Still, nothing. Here's another relevant passage from my journal last spring, and something to remember as the days grow shorter:
When I was in Oakland, Jonna and I went to two yoga classes taught by her teacher, Baxter Bell. He said something so profound during a meditation. He said, “You may notice that your mind wanders off. That’s fine, you don’t need to be upset about it. Just lead it back here. No need to be mad at yourself. Just come back, over and over. Let yourself off the hook, over and over.”
I realized, that’s what I have been trying to learn over these last few months. How to let myself off the hook, over and over. It’s a practice. It’s not as if you do it one time, and now you’re ready for the world. It’s like building a muscle, or stretching a muscle. It happens over time.

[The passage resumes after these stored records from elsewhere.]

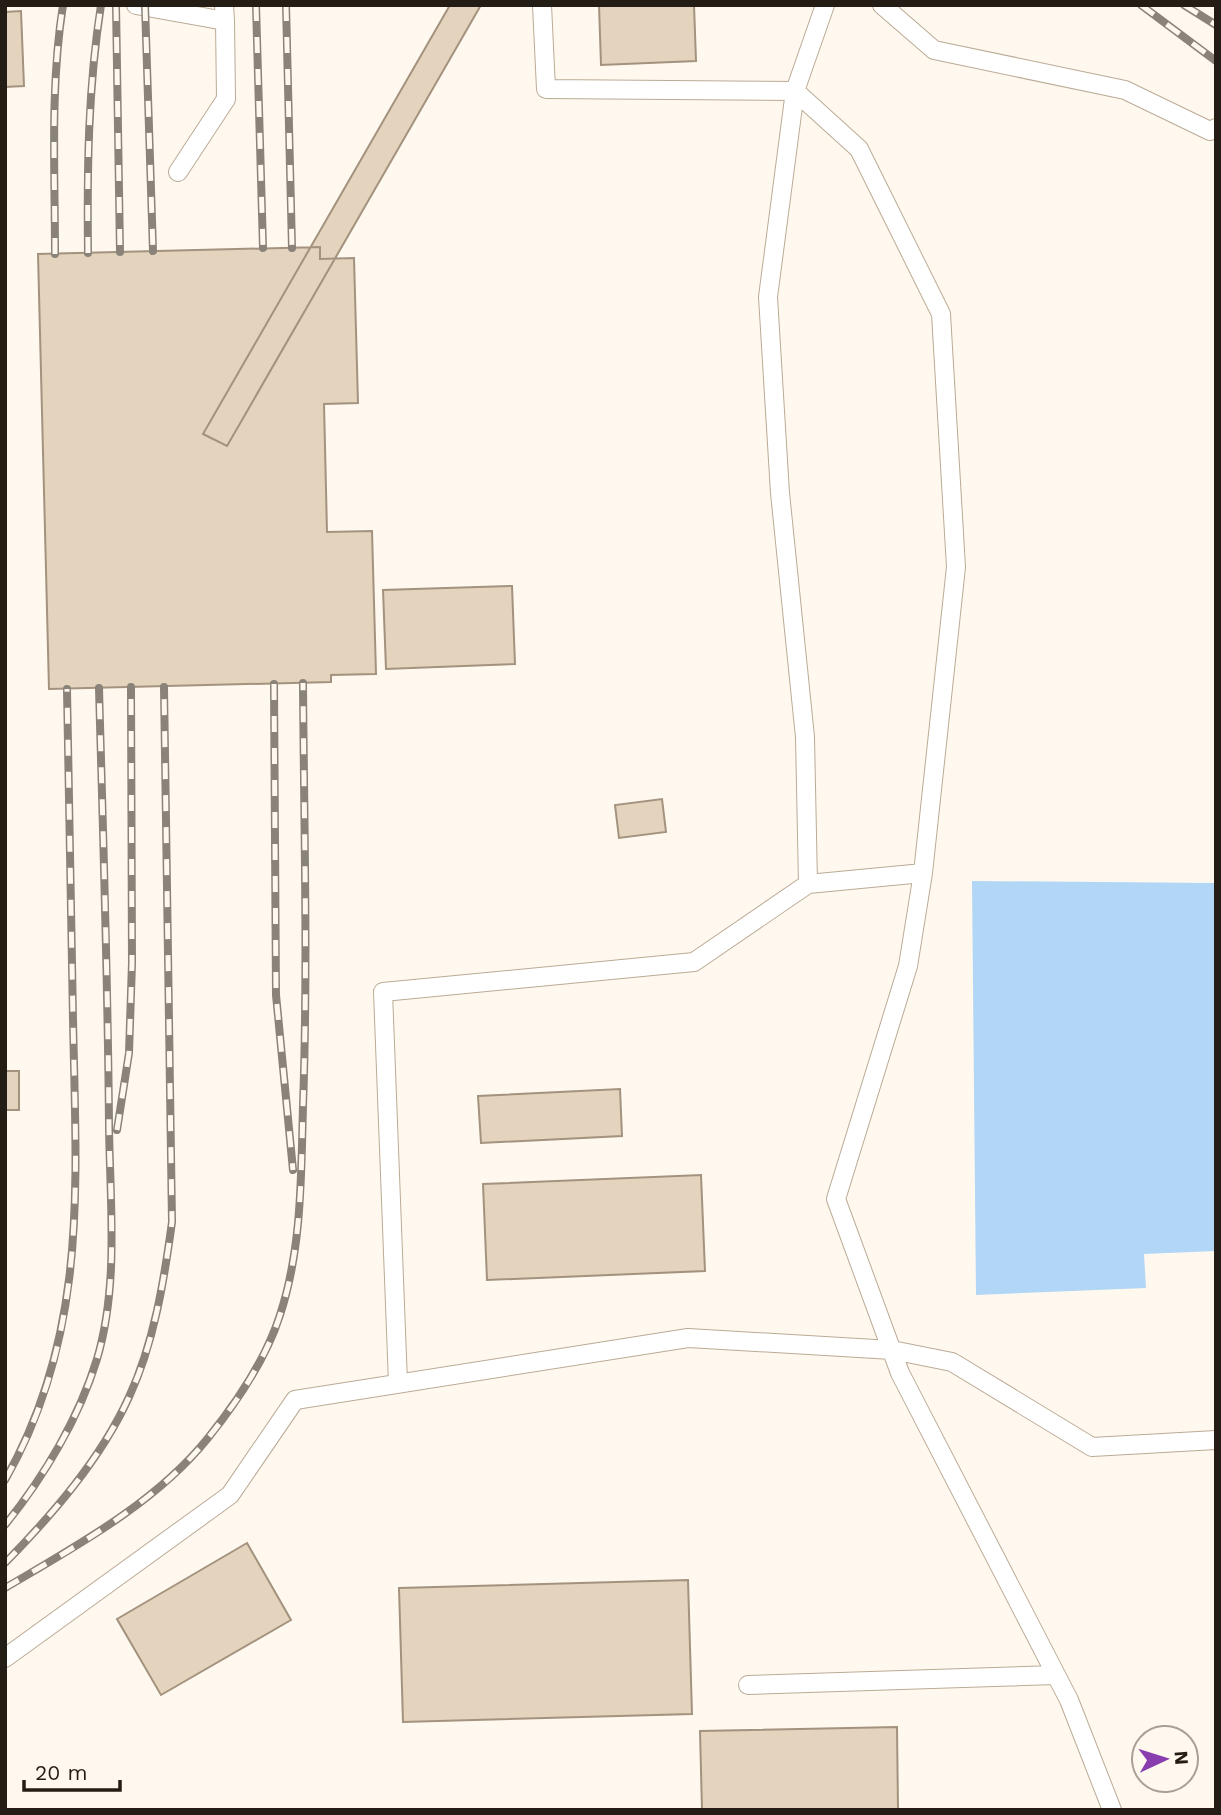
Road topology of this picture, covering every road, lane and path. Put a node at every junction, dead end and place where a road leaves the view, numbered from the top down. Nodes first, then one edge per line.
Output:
1 (136, 5) edge
2 (542, 5) edge
3 (825, 5) edge
4 (882, 5) edge
5 (225, 13) edge
6 (795, 91) junction
7 (1214, 132) edge
8 (178, 172) dead end
9 (923, 873) junction
10 (808, 884) junction
11 (892, 1350) junction
12 (398, 1383) junction
13 (1216, 1440) edge
14 (5, 1658) edge
15 (1056, 1675) junction
16 (748, 1685) dead end
17 (1112, 1810) edge

1 - 5 lane
2 - 6 lane
3 - 6 lane
4 - 7 lane
5 - 8 lane
6 - 9 lane
6 - 10 lane
9 - 10 lane
9 - 11 lane
10 - 12 lane
11 - 12 lane
11 - 13 lane
11 - 15 lane
12 - 14 lane
15 - 16 lane
15 - 17 lane

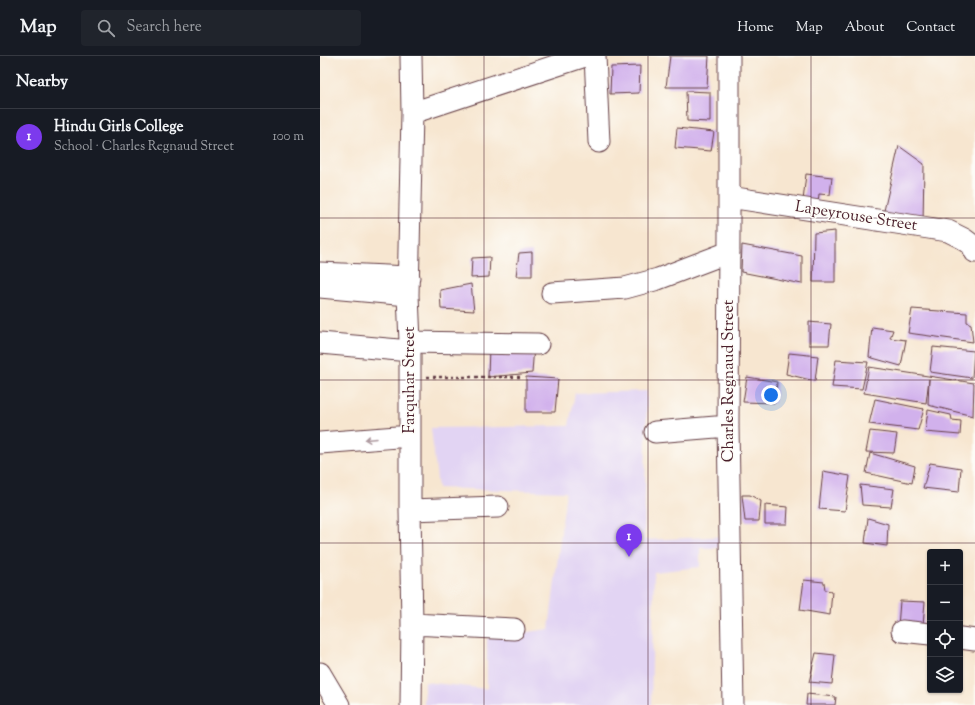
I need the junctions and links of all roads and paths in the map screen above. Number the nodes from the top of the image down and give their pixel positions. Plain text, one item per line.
1 (411, 56) edge
2 (585, 56) edge
3 (595, 56) edge
4 (729, 56) edge
5 (412, 113) junction
6 (599, 142) dead end
7 (729, 197) junction
8 (729, 252) junction
9 (975, 252) edge
10 (320, 273) edge
11 (408, 286) junction
12 (320, 287) edge
13 (552, 292) dead end
14 (320, 344) edge
15 (538, 344) dead end
16 (410, 347) junction
17 (410, 377) junction
18 (523, 377) dead end
19 (728, 426) junction
20 (655, 432) dead end
21 (410, 436) junction
22 (320, 443) edge
23 (498, 507) dead end
24 (410, 510) junction
25 (412, 624) junction
26 (514, 629) dead end
27 (902, 631) dead end
28 (927, 634) edge
29 (963, 638) edge
30 (975, 640) edge
31 (320, 673) edge
32 (339, 705) edge
33 (411, 705) edge
34 (733, 705) edge

1 - 5 street, Farquhar Street
2 - 5 street
3 - 6 street
4 - 7 street, Charles Regnaud Street
5 - 11 street, Farquhar Street
7 - 8 street, Charles Regnaud Street
7 - 9 street, Lapeyrouse Street
8 - 13 street
8 - 19 street, Charles Regnaud Street
10 - 11 street
11 - 12 street
11 - 16 street, Farquhar Street
14 - 16 street
15 - 16 street
16 - 17 street, Farquhar Street
17 - 18 path
17 - 21 street, Farquhar Street
19 - 20 street
19 - 34 street, Charles Regnaud Street
21 -> 22 street
21 - 24 street, Farquhar Street
23 - 24 street
24 - 25 street, Farquhar Street
25 - 26 street
25 - 33 street, Farquhar Street
27 - 28 street
29 - 30 street
31 - 32 street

Being a mother presents a unique opportunity to see oneself as a failure in all respects. After all, can you ever love your children enough? Can you ever be there for them enough? But if ever there was a job in which you need to let yourself off the hook every day, it's parenting. Otherwise, perspective is easily lost and pretty soon you're popping Xanax because the two-year-old won't eat.
Twelve-steppers know that you change your mind one day at a time. You recommit every day, you practice every day, and you only expect it of yourself today. Tomorrow is tomorrow and you can face it tomorrow. For today, do today. It’s a wonderful way to set yourself up for success. Changing behavior requires building upon small successes.
I learned that with dog-training and kid-teaching. Do it until they have a measure of success, and then stop and do it again tomorrow. It's a good tactic to use on myself.